Tuesday, December 21, 2010

CATFISH - "The REAL Facebook movie"

Nev Schulman meets Megan Faccio on the internet. She writes him songs, he sends her compliments. They seem to "connect". Pretty soon the texting turns to sexting. Nev starts to talk about what it would mean to make a relationship work with someone who lives out of state. The infatuation goes beyond Megan. Nev is friends with her family and her friends. He thinks they're all pretty awesome. But somehow, while he speaks to them on the phone, they never get to meet. And then the scales fall away. It looks like those songs she wrote were taken from Youtube. When he drives out to Megan's house, it's unoccupied. And when he shows out at Megan's mum Angela's house, it's clear that the poor woman has been running a ring of fake IDs on Facebook and conducting a fake cyber-love affair with Nev out of sheer frustration and loneliness. Far from being a cute twentysomething, Angela is a middle-aged mother with two severely handicapped children and a life of limited possibilities. Her fantasies are understandable, but Nev is a real person with real feelings who was led on. Or was he? After all, he is a documentary film-maker. He chose to share the most intimate details of his relationship with the camera even when he apparently thought it was real. And when he realised it was fake, he carried on filming. He and his friends created a sting, and sure, they were gentle with Angela, but not so gentle as to let her off the hook completely, because then there would be no film.

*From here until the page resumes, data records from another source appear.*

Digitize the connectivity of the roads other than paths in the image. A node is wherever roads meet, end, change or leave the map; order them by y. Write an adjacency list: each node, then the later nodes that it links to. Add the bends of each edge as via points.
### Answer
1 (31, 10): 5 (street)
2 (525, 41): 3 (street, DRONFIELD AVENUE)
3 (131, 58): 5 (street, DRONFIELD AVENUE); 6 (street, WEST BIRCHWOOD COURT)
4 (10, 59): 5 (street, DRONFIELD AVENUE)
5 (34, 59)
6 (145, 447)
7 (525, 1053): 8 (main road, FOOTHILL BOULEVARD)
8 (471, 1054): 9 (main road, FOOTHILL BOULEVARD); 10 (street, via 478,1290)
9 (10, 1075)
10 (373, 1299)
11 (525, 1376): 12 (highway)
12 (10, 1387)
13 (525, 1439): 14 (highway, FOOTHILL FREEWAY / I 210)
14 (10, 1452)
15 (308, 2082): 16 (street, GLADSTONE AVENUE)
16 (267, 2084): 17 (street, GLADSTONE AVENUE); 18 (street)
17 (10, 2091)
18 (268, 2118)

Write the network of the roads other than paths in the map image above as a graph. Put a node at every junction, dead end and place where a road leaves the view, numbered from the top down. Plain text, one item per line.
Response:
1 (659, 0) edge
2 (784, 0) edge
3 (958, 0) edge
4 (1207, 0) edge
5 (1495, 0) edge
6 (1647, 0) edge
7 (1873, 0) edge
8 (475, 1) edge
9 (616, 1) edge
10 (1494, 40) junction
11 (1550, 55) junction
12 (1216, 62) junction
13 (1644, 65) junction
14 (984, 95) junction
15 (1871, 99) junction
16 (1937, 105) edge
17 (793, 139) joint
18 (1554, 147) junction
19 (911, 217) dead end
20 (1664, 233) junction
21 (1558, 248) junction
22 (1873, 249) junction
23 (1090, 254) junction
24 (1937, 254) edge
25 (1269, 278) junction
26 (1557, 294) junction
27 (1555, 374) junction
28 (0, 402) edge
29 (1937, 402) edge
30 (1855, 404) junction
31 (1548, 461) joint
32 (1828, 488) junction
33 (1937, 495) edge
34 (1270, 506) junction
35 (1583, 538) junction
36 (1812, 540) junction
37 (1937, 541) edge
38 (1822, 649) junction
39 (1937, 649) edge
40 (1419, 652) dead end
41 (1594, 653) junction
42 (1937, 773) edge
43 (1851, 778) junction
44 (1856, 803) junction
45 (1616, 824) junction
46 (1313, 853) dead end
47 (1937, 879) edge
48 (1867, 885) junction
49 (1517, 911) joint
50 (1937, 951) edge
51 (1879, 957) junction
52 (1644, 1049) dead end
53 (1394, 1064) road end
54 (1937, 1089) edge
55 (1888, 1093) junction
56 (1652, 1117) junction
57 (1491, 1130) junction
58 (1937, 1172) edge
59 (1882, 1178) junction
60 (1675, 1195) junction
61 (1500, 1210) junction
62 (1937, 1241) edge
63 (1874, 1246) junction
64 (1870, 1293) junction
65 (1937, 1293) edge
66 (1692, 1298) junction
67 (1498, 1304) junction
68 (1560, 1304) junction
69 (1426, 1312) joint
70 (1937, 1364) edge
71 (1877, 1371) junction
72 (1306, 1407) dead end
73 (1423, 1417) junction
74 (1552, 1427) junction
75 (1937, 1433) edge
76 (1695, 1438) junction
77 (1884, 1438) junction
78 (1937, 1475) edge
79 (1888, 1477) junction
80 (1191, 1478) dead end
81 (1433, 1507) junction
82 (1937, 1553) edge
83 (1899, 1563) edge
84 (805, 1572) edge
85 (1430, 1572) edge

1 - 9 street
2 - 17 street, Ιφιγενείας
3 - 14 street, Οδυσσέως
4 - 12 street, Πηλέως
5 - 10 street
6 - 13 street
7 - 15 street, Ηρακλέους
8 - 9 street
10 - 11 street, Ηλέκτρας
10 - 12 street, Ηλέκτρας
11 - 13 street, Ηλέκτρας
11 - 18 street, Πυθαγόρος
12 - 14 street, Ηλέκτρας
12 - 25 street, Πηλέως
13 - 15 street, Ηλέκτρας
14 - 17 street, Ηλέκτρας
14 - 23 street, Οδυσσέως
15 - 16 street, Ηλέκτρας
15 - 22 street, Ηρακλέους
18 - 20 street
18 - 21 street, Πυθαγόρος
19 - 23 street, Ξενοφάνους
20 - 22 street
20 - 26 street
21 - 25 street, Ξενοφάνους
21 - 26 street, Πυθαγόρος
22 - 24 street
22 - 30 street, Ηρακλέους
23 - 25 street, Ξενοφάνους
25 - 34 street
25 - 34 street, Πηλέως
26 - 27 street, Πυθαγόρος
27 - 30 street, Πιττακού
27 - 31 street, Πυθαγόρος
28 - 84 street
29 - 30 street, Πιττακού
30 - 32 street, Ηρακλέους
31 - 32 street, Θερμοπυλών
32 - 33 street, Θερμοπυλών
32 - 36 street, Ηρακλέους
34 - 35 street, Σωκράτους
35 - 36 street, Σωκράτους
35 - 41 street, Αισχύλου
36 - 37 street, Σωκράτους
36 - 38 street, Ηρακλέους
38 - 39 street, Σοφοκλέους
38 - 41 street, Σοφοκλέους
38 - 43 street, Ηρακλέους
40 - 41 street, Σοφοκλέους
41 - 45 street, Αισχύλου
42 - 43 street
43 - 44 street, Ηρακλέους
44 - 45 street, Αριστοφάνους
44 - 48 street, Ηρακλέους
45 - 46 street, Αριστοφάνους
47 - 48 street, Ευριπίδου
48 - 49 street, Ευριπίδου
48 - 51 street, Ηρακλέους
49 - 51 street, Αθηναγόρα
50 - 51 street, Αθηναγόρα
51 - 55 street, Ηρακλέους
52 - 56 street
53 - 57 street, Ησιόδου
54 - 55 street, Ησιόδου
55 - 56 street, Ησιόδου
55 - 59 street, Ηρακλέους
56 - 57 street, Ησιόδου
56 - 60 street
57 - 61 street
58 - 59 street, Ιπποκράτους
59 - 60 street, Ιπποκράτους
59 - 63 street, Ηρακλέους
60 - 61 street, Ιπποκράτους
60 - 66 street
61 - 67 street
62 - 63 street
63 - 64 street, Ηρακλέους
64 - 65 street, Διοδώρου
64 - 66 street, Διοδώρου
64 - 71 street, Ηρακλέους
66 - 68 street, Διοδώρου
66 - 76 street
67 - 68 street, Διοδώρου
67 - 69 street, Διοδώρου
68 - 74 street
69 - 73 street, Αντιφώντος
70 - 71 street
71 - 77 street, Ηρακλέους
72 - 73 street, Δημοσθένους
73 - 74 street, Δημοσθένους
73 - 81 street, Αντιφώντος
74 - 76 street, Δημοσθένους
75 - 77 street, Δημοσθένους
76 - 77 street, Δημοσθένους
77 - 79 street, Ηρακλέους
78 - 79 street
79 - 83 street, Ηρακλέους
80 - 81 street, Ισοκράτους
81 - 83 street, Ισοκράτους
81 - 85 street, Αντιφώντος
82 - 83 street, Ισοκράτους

So, this film raises questions about identity and personal boundaries beyond those that the film-makers think they are posing. Most simply it poses the question about how we can trust personae that we meet on line. I think that's not particularly original. But it does show how quickly a person can cross the line from selective editing of a Facebook profile (not posting those pictures where we don't look our best) to wholesale fabrication. Second, CATFISH poses a question about how unboundaried we have all become. From the girl who posted so many pictures on line that Angela could easily steal her identity, to Nev, who thought nothing about letting a girl into his emotions that he'd never met, to the film-makers, Nev and Angela, who presumably feel comfortable exposing all this material for the sake of making a film. In other words, what I'm saying here is that while I think Angela has problems, she's just a case in extremis of what all of us who use Facebook and Twitter and Blog experience - that erosion of personal boundaries and personal privacy that we trade for a wider group of virtual friends.

CATFISH is, then, a provocative documentary and for all its questionable morality - entrapping a woman who clearly needs help - and pimping out one's own emotional life for the sake of a movie - let alone the (I think scurrilous charges) that the entire thing (as opposed to maybe certain scenes) were set up - it remains an important piece of work. It's not a great film in terms of its shooting style or structure - there were definitely passages where I got bored waiting for the inevitable unmasking - but it prompted so much discussion that it has become, by virtue of its content, a must-see film.

CATFISH played Sundance and London 2010 and opened in the US and Canada in September. It is currently on release in the UK and the Netherlands.